Karar Metni
MAHKEMESİ : SAMSUN BÖLGE ADLİYE MAHKEMESİ 3. HUKUK DAİRESİ
TÜRK MİLLETİ ADINA
Taraflar arasında görülen davada Samsun Asliye Ticaret Mahkemesince verilen 20.03.2019 tarih ve 2017/929 E- 2019/279 K. sayılı kararın davacı vekili, Samsun Asliye Ticaret Mahkemesince verilen 26.06.2019 tarih ve 2017/929 E- 2019/279 K. sayılı ek kararı ise davalı … ve davalı … tarafından istinaf edilmesi üzerine, istinaf istemlerinin esastan reddine- inceleme yapılmadığına dair Samsun Bölge Adliye Mahkemesi 3. Hukuk Dairesi’nce verilen 09.01.2020 tarih ve 2019/1087 E- 2020/92 K. sayılı kararın Yargıtay’ca incelenmesi davacı vekili tarafından istenmiş ve temyiz dilekçesinin süresi içinde verildiği anlaşılmış olmakla, dava dosyası için Tetkik Hakimi … tarafından düzenlenen rapor dinlendikten ve yine dosya içerisindeki dilekçeler, duruşma tutanakları ve tüm belgeler okunup, incelendikten sonra işin gereği görüşülüp, düşünüldü:
Davacı vekili, davacı banka ile davalı …Oto.

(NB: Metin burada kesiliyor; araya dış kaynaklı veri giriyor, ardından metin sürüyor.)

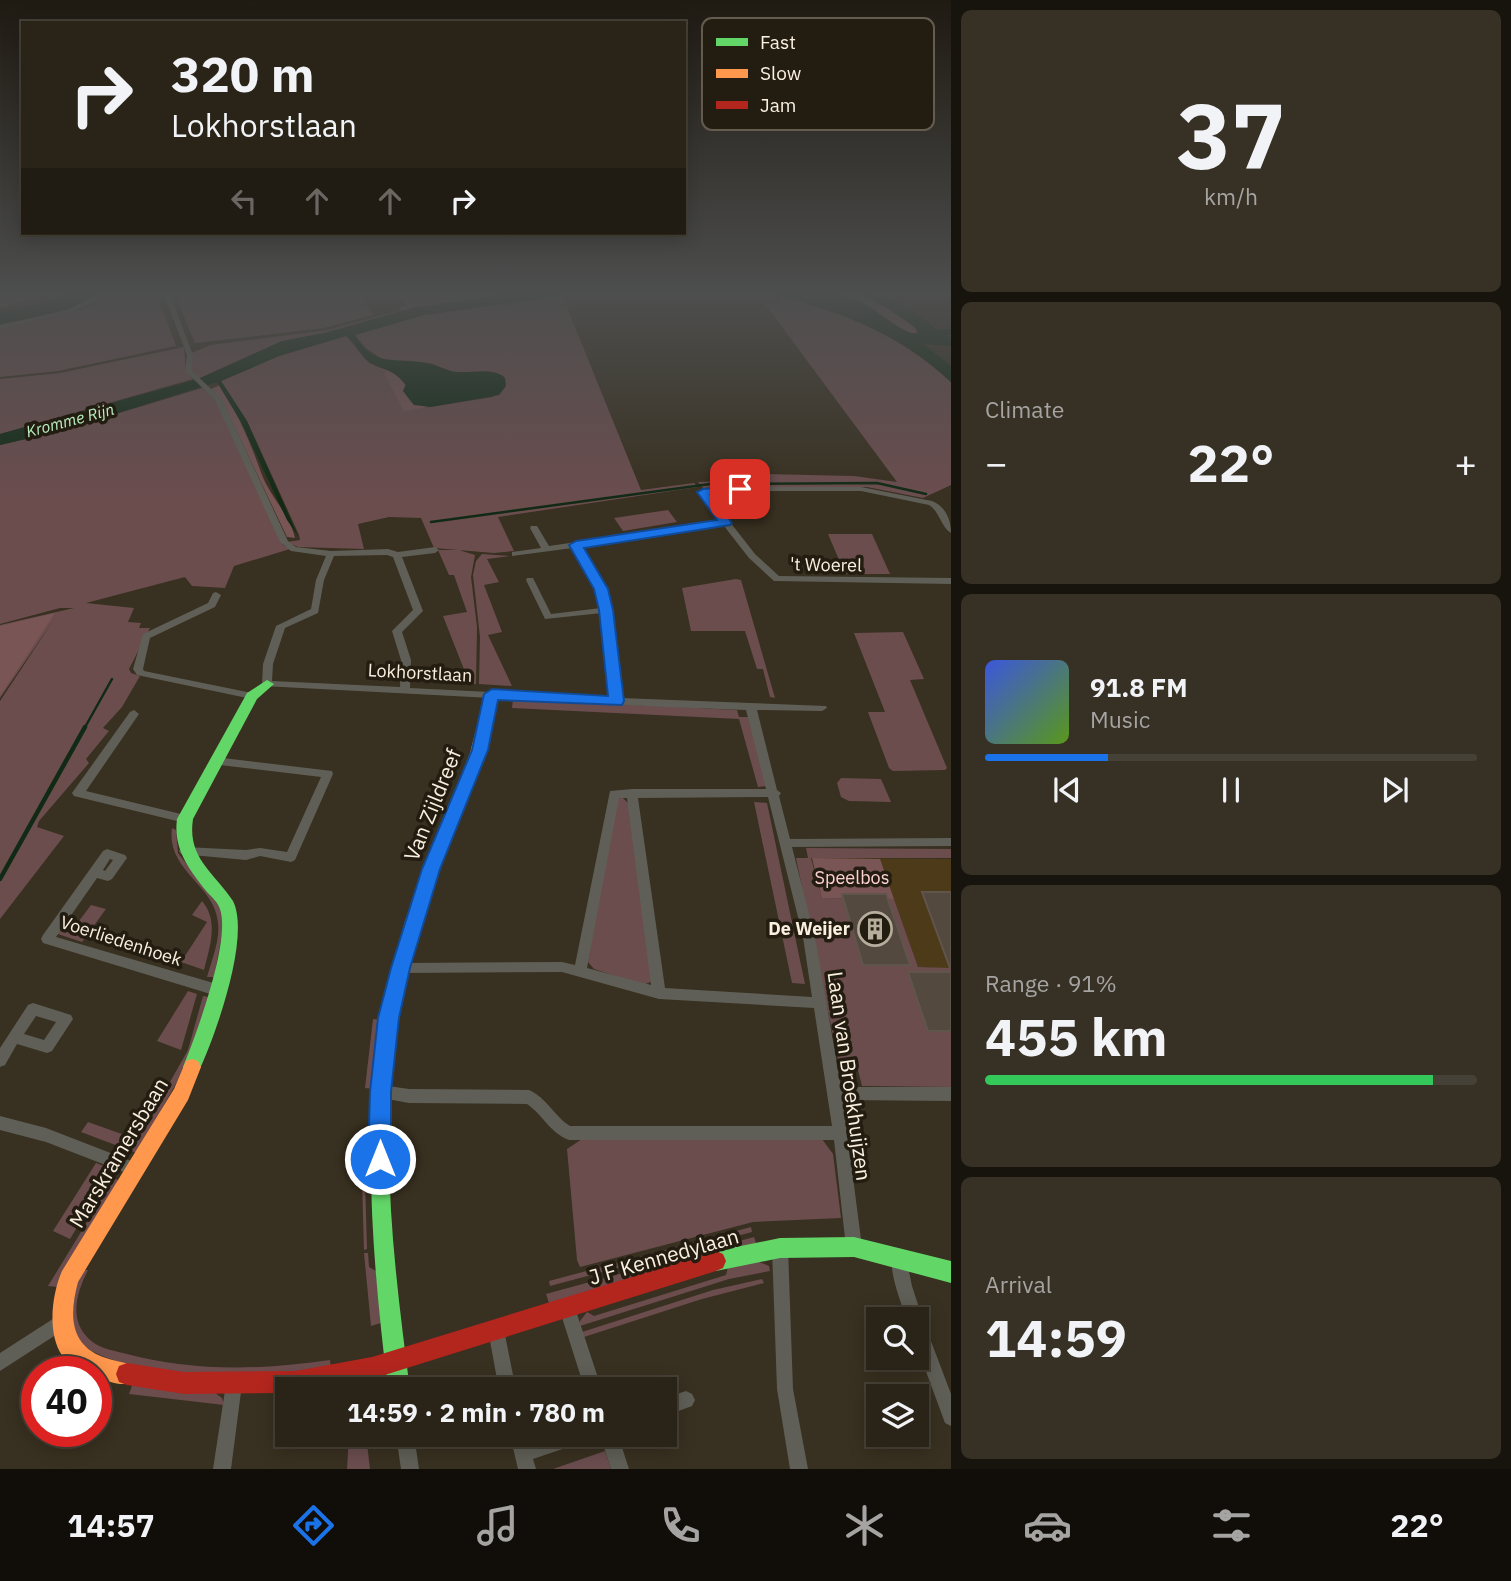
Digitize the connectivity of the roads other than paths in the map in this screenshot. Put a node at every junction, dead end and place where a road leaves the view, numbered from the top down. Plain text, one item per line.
1 (189, 361) edge
2 (725, 523) junction
3 (534, 528) dead end
4 (951, 530) edge
5 (576, 545) junction
6 (546, 549) junction
7 (435, 550) dead end
8 (331, 554) junction
9 (515, 554) dead end
10 (397, 555) junction
11 (530, 580) dead end
12 (951, 581) edge
13 (216, 595) dead end
14 (606, 610) junction
15 (267, 684) junction
16 (405, 690) junction
17 (492, 694) junction
18 (252, 696) junction
19 (616, 701) junction
20 (751, 708) junction
21 (822, 708) dead end
22 (134, 714) dead end
23 (215, 761) junction
24 (632, 793) junction
25 (775, 793) junction
26 (185, 818) junction
27 (951, 842) edge
28 (788, 843) junction
29 (185, 851) junction
30 (94, 872) dead end
31 (400, 968) junction
32 (580, 970) junction
33 (217, 990) junction
34 (659, 993) junction
35 (821, 1003) junction
36 (14, 1037) dead end
37 (0, 1061) edge
38 (381, 1092) junction
39 (835, 1093) junction
40 (951, 1094) edge
41 (0, 1123) edge
42 (838, 1133) junction
43 (134, 1169) junction
44 (854, 1247) junction
45 (780, 1248) junction
46 (899, 1256) junction
47 (951, 1272) edge
48 (911, 1307) edge
49 (567, 1308) junction
50 (59, 1323) junction
51 (496, 1331) junction
52 (929, 1357) edge
53 (395, 1361) junction
54 (0, 1363) edge
55 (397, 1377) edge
56 (505, 1377) edge
57 (590, 1377) edge
58 (233, 1384) junction
59 (686, 1400) dead end
60 (677, 1403) edge
61 (951, 1417) edge
62 (407, 1447) edge
63 (555, 1447) edge
64 (613, 1447) edge
65 (525, 1461) edge
66 (222, 1469) edge
67 (410, 1469) edge
68 (620, 1469) edge
69 (799, 1469) edge

1 - 8 street
2 - 4 street, 't Woerel
2 - 5 street
2 - 12 street, 't Woerel
3 - 6 street
5 - 6 street
5 - 14 street
6 - 9 street
7 - 10 street
8 - 10 street
8 - 15 street
10 - 16 street
11 - 14 street
13 - 18 street
14 - 19 street
15 - 16 street, Lokhorstlaan
15 - 18 street
16 - 17 street, Lokhorstlaan
17 - 19 street, Lokhorstlaan
17 - 31 street, Van Zijldreef
18 - 23 street
19 - 20 street, Lokhorstlaan
20 - 21 street, Lokhorstlaan
20 - 25 street, Laan van Broekhuijzen
22 - 26 street
23 - 26 street
23 - 29 street
24 - 25 street
24 - 32 street
24 - 34 street
25 - 28 street, Laan van Broekhuijzen
26 - 29 street
27 - 28 street
28 - 35 street, Laan van Broekhuijzen
29 - 33 street, Marskramersbaan
30 - 33 street, Voerliedenhoek
31 - 32 street
31 - 38 street, Van Zijldreef
32 - 34 street
33 - 43 street, Marskramersbaan
34 - 35 street
35 - 39 street, Laan van Broekhuijzen
36 - 37 street
38 - 42 street
38 - 53 street, Van Zijldreef
39 - 40 street
39 - 42 street, Laan van Broekhuijzen
41 - 43 street
42 - 44 street, Laan van Broekhuijzen
43 - 50 street, Marskramersbaan
44 - 45 street, J F Kennedylaan
44 - 46 street, J F Kennedylaan
45 - 49 street, J F Kennedylaan
45 - 69 street
46 - 47 street, J F Kennedylaan
46 - 48 street
49 - 51 street, J F Kennedylaan
49 - 57 street
50 - 54 street
50 - 58 street
51 - 53 street, J F Kennedylaan
51 - 56 street
52 - 61 street
53 - 55 street, Van Zijldreef
53 - 58 street
58 - 66 street
59 - 60 street
62 - 67 street
63 - 65 street
64 - 68 street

Tic. Ltd. Şti. arasında kredi sözleşmesi imzalandığını, diğer davalıların bu kredi sözleşmesinin müşterek borçlu müteselsil kefili olduğunu, kredinin geri ödemesinin aksaması üzerine davalılara ihtarnamenin keşide edilerek hesabın kat edildiğini, verilen süreye rağmen borcun ödenmediğini, bunun üzerine davalılar hakkında Samsun 9. İcra Müdürlüğünün 2016/129436 Esas sayılı dosyasından genel haciz yolu ile icra takibi başlatıldığını, davalıların itirazı neticesinde takibin durduğunu ileri sürerek davalıların takibe, yetkiye, faize ve borca itirazlarının takip tarihi itibari ile 1.025.382,77 TL yönünden iptaline, takibin devamına, davalıların (depo takibine konu 90.300,00 TL hariç olmak üzere) %20’den az olmamak üzere icra inkar tazminatına mahkum edilmesine karar verilmesini talep ve dava etmiştir.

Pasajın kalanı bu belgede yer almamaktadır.